CHEO Foundation is looking to expand its awareness beyond Ottawa, and generate support for its multi-million-dollar pediatric facilities overhaul.
A new TV spot, along with radio, out-of-home, digital and social media ads plays with a phrase most associated with an old man yelling at the clouds, “…kids these days.” It’s a sentence uttered in the spot by actual CHEO patients and staffers, emphasizing that in today’s world, kids’ health challenges are greater than previous generations could have possibly imagined.
“It’s about turning that phrase on its head,” says Anick Losier, CHEO’s chief branding and communications officer. Losier adds that as an organization, it is looking to appeal to corporate leaders and to the rest of Canada, and to convey what issues children are facing today.
The campaign is national but also linked to the Olympics, with TV buys in English and French. The campaign is large in scope, with both the Billy Bishop and Pearson Airports, as well as Amazon Prime, part of its outreach in Toronto. Losier says that’s because while CHEO is a beloved institution in Ottawa, insights reveal that outside the nation’s capital, people don’t know what it is or what it does – with a mere 6% level of awareness. CHEO hopes to change that, especially in advance of a big capital investment project.
“CHEO as a hospital, has really outgrown its capacity and we have an ambitious 10-year plan to develop the entire campus,” Losier says, telling strategy that the campaign is designed to raise $220 million and will have other elements coming to life later in the year as well.
That funding is earmarked for creating more mental health spaces to address the mental health crisis, and expanding and improving access to key areas of the hospital including emergency, medical imaging and pharmacy.
McMillan Vantage “led everything,” and handled the marketing end-to-end including creative, buy and PR after winning the remit last year.
Steve Read, CHEO Foundation president and CEO, explains that the campaign’s main target is high net worth individuals, roughly 50 to 60 years old.
“We spent a lot of time looking at how that group consumes information, digitally and otherwise,” Read says.

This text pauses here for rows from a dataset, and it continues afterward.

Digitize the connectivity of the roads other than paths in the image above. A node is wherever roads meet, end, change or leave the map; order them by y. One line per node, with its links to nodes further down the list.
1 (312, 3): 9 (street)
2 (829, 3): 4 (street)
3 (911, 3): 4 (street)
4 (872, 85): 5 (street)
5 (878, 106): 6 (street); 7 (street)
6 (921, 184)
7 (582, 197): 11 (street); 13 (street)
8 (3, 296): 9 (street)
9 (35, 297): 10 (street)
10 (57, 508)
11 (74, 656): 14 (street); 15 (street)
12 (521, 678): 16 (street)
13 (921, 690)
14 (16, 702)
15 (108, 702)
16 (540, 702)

The secondary target, he says, is a broader geography corporate audience.
He likens it to a ripple and a ring, also weaving in hybrid groups like family foundations and corporate foundations.

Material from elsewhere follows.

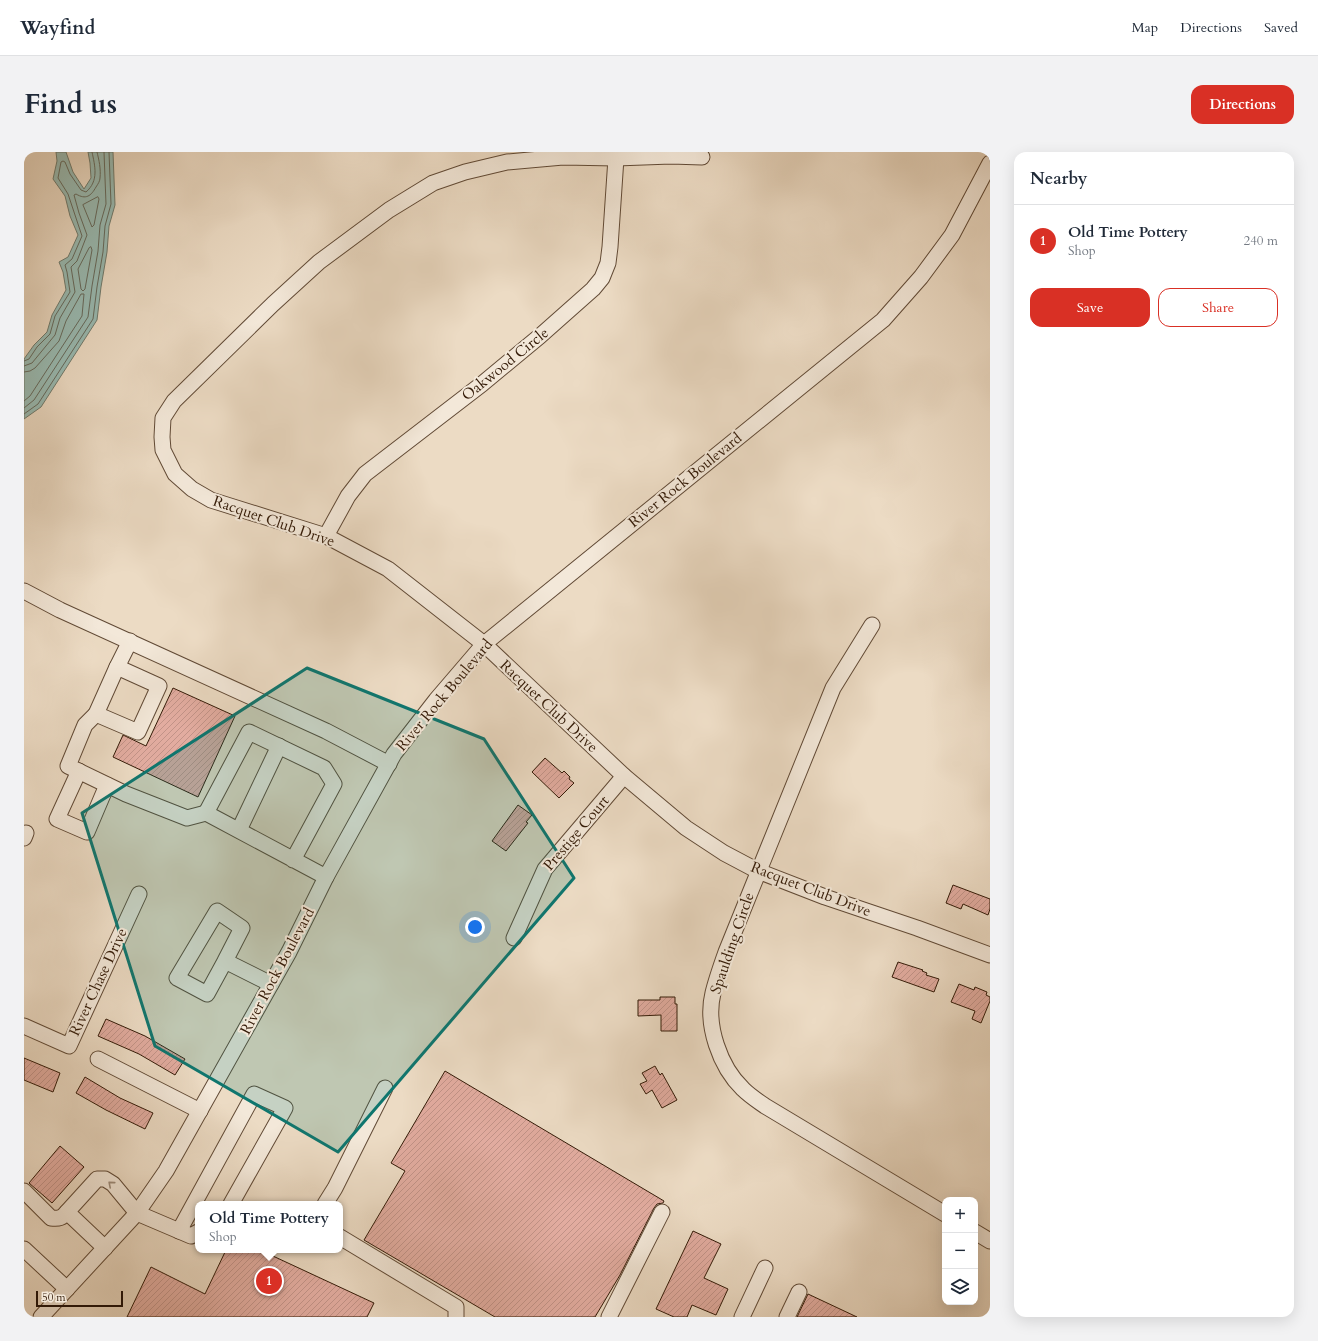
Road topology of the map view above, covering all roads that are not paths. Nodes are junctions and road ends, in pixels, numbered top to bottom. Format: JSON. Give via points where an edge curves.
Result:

“We’ve been lucky, we turn 50 years old this year and we have a history of being able to count on a generous local community,” Read says, with stakeholders realizing the importance of CHEO to provision of children’s care. While there are ebb and flow challenges in the economy, he says it is confident in can connect with people over the importance of that issue, and funding pediatric research.
The campaign officially launches on August 5 and will run nationally for the next four months.